Jazzablanca : une édition qui a tenu toutes ses promesses
Les soirées de la 16e édition de Jazzablanca se sont clôturées le samedi 24 juin, offrant aux festivaliers des expériences musicales immersives, des découvertes et des performances exceptionnelles.
Les principales séquences de Jazzablanca ont eu lieu à Anfa Park, un écrin de verdure idéal pour accueillir le village, la Scène 21 et la Scène Casa Anfa. Le village a été animé par de nombreux créateurs et restaurateurs de la métropole, soulignant ainsi l'aspect profondément urbain du festival.
Un public conquis
Jazzablanca a démarré avec la prestation envoûtante de Sona Jobarte qui a illuminé la Scène 21. L'artiste anglaise d'origine gambienne a fait usage de sa kora pour transporter l'auditoire aux origines du folklore et de la musique africaine.
La première journée fut également l'occasion pour l'artiste britannique Kamaal Williams d'étaler tout son talent musical qui repousse les limites du jazz contemporain.
Lors de la deuxième soirée du festival, le public casablancais a vibré aux rythmes gnaouis et jazz du pianiste marocain Ismail Sentissi. Il a ensuite pu se laisser porter par les sonorités du musicien ghanéen, Gyedu Blay Ambolley, mêlant rythmes traditionnels africains avec des influences occidentales, avant de retrouver la reine du blues-rock américain, Beth Hart, et le légendaire Aloe Blacc.
Une clôture en grande pompe
Le samedi 24 juin, qui signait la clôture du festival, a attiré de nombreux mélomanes. La soirée, qui affichait complet à Anfa Park, a débuté avec une performance hors norme de la chanteuse et pianiste américaine Sarah McCoy, illuminant la Scène 21 de sa voix profonde et authentique.

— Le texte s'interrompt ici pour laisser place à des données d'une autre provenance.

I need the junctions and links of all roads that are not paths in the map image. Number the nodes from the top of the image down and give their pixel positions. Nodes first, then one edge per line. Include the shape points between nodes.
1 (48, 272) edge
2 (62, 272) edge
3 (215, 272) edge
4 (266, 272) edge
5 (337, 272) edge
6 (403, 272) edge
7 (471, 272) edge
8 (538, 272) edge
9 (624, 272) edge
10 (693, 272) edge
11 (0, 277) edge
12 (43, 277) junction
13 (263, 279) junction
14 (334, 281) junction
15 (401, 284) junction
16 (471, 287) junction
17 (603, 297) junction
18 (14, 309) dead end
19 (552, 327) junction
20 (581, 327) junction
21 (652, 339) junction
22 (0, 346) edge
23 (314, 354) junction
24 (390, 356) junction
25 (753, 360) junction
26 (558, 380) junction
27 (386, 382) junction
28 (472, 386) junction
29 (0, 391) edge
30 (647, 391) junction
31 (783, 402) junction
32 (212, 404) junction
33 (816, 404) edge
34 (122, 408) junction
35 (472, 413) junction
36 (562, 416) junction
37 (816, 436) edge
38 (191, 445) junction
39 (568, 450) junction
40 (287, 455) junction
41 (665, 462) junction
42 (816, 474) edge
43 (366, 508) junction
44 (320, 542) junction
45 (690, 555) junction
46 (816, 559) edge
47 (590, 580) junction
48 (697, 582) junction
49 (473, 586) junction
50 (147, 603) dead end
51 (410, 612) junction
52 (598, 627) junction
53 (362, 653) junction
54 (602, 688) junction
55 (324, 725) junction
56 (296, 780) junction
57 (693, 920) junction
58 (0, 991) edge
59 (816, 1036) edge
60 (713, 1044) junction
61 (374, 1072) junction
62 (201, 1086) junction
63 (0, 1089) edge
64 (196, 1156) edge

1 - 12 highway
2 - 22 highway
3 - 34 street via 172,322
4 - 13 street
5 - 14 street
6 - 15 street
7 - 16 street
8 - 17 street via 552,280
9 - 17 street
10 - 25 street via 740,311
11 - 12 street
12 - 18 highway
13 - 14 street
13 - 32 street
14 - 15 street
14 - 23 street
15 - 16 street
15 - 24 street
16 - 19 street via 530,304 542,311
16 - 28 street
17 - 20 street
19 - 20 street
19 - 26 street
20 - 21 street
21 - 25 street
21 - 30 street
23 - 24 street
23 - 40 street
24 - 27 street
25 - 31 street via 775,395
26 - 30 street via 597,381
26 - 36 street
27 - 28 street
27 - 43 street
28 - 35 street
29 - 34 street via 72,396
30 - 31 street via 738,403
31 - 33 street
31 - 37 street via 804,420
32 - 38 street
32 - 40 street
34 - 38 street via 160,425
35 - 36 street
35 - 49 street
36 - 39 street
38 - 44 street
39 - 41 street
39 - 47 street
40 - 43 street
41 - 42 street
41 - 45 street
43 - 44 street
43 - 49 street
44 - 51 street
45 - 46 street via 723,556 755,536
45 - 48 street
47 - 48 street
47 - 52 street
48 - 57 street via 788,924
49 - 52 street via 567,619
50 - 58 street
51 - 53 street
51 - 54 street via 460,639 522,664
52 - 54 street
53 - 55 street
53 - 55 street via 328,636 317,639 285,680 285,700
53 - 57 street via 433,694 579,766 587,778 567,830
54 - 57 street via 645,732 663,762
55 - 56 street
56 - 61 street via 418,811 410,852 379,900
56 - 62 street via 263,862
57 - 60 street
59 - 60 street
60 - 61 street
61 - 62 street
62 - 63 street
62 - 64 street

Le trio britannique GoGo Penguin a ensuite transporté le public dans un doux voyage instrumental aux sonorités jazz. Dans une ambiance électrisante, le collectif a associé la culture électronique à des influences minimalistes, jazz et rock. Cette rencontre des opposés a donné naissance à un son acoustique-électro d'une grande richesse émotionnelle.

Après une entrée en scène enflammée, le groupe d'afrobeat new-yorkais Antibalas et le prodige marocain du gnaoui, Mehdi Nassouli, se sont partagé la scène Casa Anfa, offrant un moment de transe intense porté par des instruments puissants tels que le guembri, le saxophone, le shekere et les congas. La fusion entre l'Afrobeat et la musique traditionnelle marocaine ont transporté les spectateurs dans un voyage musical unique et captivant.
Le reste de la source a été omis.